Les hôtels Best Western ont tout le confort moderne. Ils ont la simplicité que l'on souhaite les soirs où l'on rentre d'un travail honnête. La décoration ne s'immisce pas dans l'errance des pensées, et n'est pas le sujet de conversation au dîner. Je suis arrivé samedi dernier. J'ai préparé la planche et le fer pour repasser mes cinq chemises, au fur et à mesure des jours. Je me lève tôt. Au début, à cause du décallage horaire, puis par entrain. Je lis peu, quelques nouvelles de De Luca le matin. Je bois du café filtre après la douche, avec deux sachets de sucre et deux doses de crème déshydratée. Le rythme et les conditions du travail sont à la mesure du temps dans la vallée, sans à-coup, ni chaud ni froid, les routes se croisent perpendiculaires, le ciel est haut comme le plafond d'un appartement haussmannien et, en octobre, le jour encadre d'une heure la journée de travail.

Je ne manque pas de photos ici, tout me semble trop fluide, et je ne peux rien surprendre. Je me souviens d'avoir perdu deux pellicules de diapositives exposées à San Francisco en février dernier. L'exposition et le traitement eussent-ils été corrects, le résultat serait demeuré malheureux, sans avoir à blâmer les couleurs brunes et les images sombres. J'ai eu l'idée d'écrire mes photos manquées faute d'appareil devant un café de la rue Vieille du Temple, à Paris. Je dîne parfois aux Philosophes, en face, mais n'ai jamais osé entrer à La Belle Hortense. Pourtant, je m'arrête toujours devant les livres en vitrine, pour voir si je les reconnais, curieux, ou s'ils me plairaient. Sur un des murs, un alignement de bouteilles de vin rouge français, puis un contoir, où s'accoudent les visiteurs pour agiter leurs idées des livres qui couvrent les autres murs, jusqu'au fond de la pièce.
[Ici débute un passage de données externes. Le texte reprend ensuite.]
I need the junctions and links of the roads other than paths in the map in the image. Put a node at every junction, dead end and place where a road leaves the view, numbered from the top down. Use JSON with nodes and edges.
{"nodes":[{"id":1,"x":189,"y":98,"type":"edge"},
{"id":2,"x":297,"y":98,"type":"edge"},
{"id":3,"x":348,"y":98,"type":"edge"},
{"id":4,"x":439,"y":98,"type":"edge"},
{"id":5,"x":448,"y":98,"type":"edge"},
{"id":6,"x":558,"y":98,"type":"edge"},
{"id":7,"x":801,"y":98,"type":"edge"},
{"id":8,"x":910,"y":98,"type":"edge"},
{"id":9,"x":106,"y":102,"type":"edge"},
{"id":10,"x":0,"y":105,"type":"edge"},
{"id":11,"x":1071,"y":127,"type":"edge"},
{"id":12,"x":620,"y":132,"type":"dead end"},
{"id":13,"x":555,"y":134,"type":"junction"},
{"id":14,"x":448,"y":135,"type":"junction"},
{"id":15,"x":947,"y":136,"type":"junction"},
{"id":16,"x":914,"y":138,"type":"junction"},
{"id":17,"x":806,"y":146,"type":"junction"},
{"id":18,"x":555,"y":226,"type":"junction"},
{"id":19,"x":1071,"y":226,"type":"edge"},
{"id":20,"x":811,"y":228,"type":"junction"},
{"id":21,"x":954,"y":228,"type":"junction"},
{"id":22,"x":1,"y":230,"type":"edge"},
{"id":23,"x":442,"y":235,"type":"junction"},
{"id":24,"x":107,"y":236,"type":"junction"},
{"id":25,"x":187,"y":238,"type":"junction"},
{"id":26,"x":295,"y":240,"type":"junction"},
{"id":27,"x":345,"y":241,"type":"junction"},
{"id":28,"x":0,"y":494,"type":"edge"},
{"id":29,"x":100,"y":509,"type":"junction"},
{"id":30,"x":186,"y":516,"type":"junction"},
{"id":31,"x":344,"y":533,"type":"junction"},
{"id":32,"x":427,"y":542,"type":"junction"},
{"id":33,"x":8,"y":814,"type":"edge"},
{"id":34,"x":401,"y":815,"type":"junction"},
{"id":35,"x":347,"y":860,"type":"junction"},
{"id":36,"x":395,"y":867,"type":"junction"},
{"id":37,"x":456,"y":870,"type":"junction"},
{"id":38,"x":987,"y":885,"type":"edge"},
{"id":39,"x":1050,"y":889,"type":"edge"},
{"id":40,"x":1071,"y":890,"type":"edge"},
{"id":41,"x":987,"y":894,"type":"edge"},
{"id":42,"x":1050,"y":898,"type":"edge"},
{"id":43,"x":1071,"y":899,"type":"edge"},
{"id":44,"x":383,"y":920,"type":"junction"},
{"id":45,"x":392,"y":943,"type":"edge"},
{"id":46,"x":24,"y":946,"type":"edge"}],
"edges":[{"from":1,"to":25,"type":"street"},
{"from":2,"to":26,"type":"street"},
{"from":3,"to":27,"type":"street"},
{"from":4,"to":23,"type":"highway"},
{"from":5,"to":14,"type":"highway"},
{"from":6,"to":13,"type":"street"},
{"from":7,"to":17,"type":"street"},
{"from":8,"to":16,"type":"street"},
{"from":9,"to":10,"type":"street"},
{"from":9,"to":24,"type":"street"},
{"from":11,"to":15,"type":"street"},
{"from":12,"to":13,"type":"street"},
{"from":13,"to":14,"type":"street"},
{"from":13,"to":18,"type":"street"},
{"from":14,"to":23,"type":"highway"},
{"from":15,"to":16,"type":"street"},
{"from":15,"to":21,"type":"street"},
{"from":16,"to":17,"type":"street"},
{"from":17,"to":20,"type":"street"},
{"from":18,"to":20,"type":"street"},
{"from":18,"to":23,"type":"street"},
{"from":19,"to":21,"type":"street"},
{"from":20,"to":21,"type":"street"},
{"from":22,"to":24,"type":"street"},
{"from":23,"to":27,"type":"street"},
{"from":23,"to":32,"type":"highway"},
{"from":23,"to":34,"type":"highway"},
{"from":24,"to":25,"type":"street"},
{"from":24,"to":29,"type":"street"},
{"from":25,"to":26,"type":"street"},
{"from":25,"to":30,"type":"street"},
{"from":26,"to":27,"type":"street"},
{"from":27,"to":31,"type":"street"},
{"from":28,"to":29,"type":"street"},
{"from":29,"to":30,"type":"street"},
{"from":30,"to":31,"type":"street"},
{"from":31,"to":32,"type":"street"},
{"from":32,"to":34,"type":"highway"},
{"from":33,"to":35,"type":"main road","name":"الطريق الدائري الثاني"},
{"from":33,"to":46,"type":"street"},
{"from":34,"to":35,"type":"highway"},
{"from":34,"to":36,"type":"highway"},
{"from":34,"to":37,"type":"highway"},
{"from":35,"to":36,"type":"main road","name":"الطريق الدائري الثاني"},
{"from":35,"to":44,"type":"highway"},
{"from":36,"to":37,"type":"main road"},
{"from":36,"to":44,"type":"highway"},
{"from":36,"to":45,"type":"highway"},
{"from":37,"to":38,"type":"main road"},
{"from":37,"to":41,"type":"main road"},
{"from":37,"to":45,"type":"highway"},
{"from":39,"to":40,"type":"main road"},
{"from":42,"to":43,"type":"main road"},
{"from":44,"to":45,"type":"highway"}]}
Je n'ai jamais pu franchir cette porte. Je ne sais pas parler de vin ni des livres. Je ne sais pas traduire le sens du plaisir, je ne sais qu'en reconnaître la présence et son intensité. La Belle Hortense m'attire, et cette après-midi, j'y ai manqué une photo, que j'avais cadrée de trois-quarts, reflétant le miroir au plafond, relisant la fumée de cigarette de la cliente au bar, seule. Une photo de noir, de lumière intérieure et d'ombres enfumées.

Jeudi soir, après avoir bu trop de vin rouge, j'ai décidé d'aller célébrer le week-end dans un hôtel chic de la ville, draps blancs épais et room service. J'ai retrouvé le nouveau collègue au bar de l'hôtel. Ces lieux sont décorés pour vous couper la parole. Tout est fait pour que l'on soit étonné de sa propre importance, couleurs, matériaux, disproportion des objets et éclairages discrets. Les filles sont belles et légèrement couvertes de tissus noirs ajustés ou onctueux. Assis à une table qui ne nous est pas réservée, je tourne la paille dans le verre et les glaçons dingdinguent. L'ivresse m'enchante de cognac et les tableaux s'animent imperceptiblement. Une femme en tableau de trois-quarts cligne les paupières, un homme sur un autre mur change de profil vidéo. Les tableaux vivent. Soudain la décoration atteint à l'effet psychotrope, et une même félicité que l'herbe me procure me fauche. Les plafonds s'infinissent, l'éclairage sombre, et les conversations suivent les flots liquides des corps immobiles. Le vertige est trop sourd et je remonte m'étendre devant un autre film et Audrey Hepburn.

mercredi 19 octobre 2005 – 07:24

Encore de la publicité mensongère


  1. — Oyez —
  2. Vous êtes 27 à recevoir ce courrier électronique. Dont 13 femmes.
  3. Il s'agit bien de réclame.
  4. Il n'y a pas d'intention infame, pécuniaire.
  5. La monnaie n'est pas sonnante, j'espère vous faire trébucher.
  6. — S'agir —
  7. Il existe un blogue de plus, sans blogue.
  8. Cliquez ici.
  9. Ces deux dernières semaines, 805 mille blogues nouveaux.
  10. A ce jour, 19.6 millions de blogues. Environ.
  11. — Alors —
  12. Sauvons des arbres.
  13. Lisez-le comme un livre.
  14. Ce n'est pas mon journal intime.
  15. Il s'agit d'écriture, et d'essais renouvelés de brièveté.
  16. — "Pourquoi moi?" (pensez-vous) —
  17. La vie est injuste.
  18. Relisez 9 et 10.
  19. 27 est un cube et 13 est premier.